YOUR GOAL: Scan the records for lines with the string "hand". Say how many there are, and add nothing.

━━ RECORD EXTRACTS

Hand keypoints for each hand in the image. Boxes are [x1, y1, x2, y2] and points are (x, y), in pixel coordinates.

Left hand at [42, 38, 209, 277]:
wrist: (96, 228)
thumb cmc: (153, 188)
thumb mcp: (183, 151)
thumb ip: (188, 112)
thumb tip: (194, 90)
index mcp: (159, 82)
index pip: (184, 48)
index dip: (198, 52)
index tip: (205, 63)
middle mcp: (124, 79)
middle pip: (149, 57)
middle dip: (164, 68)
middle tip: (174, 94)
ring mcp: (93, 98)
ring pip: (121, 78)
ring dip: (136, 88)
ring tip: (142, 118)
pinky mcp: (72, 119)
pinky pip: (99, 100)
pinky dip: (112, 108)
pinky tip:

━━━━

EXERCISE SOLUTION: 2